Top of Material for the task
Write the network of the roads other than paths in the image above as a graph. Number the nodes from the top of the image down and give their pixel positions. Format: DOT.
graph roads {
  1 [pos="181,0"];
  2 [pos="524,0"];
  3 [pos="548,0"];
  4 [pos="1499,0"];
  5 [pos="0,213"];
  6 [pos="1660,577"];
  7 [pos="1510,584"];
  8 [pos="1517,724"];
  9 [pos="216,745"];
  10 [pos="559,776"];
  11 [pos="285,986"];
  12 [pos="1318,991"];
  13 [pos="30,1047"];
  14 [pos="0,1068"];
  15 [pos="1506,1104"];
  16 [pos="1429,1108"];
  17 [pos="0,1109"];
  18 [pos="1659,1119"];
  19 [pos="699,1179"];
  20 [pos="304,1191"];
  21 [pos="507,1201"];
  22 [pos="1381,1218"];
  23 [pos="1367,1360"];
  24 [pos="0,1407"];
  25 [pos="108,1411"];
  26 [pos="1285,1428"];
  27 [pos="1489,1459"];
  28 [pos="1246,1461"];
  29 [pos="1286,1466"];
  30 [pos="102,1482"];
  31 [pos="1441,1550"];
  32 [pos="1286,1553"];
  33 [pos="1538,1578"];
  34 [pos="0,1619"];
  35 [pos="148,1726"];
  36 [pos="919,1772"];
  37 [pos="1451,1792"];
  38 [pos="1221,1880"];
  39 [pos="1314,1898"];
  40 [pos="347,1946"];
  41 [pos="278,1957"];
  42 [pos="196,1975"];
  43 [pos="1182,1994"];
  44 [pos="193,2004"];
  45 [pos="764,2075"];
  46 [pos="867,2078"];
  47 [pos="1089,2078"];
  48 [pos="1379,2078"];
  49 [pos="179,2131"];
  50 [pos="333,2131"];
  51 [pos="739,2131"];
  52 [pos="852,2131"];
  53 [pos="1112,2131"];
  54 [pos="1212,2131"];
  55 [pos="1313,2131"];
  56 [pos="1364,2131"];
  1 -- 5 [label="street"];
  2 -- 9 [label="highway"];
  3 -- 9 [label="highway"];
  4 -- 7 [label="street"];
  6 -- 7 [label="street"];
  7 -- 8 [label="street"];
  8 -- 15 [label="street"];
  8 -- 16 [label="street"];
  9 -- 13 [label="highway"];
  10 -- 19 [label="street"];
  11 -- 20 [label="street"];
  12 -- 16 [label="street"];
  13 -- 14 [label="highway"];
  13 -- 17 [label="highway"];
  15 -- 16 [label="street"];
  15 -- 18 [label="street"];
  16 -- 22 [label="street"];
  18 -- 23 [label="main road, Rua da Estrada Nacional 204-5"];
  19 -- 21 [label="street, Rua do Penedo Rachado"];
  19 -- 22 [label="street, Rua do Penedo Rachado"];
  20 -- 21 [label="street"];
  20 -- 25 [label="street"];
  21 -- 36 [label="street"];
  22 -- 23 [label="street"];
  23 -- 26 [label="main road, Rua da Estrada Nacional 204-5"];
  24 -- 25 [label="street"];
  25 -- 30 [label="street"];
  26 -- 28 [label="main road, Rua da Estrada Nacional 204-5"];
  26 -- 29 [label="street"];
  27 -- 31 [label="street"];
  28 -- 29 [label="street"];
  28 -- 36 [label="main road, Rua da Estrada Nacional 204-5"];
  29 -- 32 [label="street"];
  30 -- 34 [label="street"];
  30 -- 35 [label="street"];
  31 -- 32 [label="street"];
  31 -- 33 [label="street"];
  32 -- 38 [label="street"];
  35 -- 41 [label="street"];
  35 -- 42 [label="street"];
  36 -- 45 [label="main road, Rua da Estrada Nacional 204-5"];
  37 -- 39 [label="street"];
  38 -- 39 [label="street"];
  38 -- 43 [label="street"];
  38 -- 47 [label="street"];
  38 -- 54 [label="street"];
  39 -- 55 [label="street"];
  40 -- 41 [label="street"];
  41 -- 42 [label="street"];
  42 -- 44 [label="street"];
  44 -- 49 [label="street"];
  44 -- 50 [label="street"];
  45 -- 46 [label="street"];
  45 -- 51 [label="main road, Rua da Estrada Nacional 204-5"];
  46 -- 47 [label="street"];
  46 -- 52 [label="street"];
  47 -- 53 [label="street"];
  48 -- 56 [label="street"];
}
Bottom of Material for the task
__What is needed__
Look over the listing. Pull out every line with the string "graph" in it.

__Reply__
Write the network of the roads other than paths in the image above as a graph. Number the nodes from the top of the image down and give their pixel positions. Format: DOT.
graph roads {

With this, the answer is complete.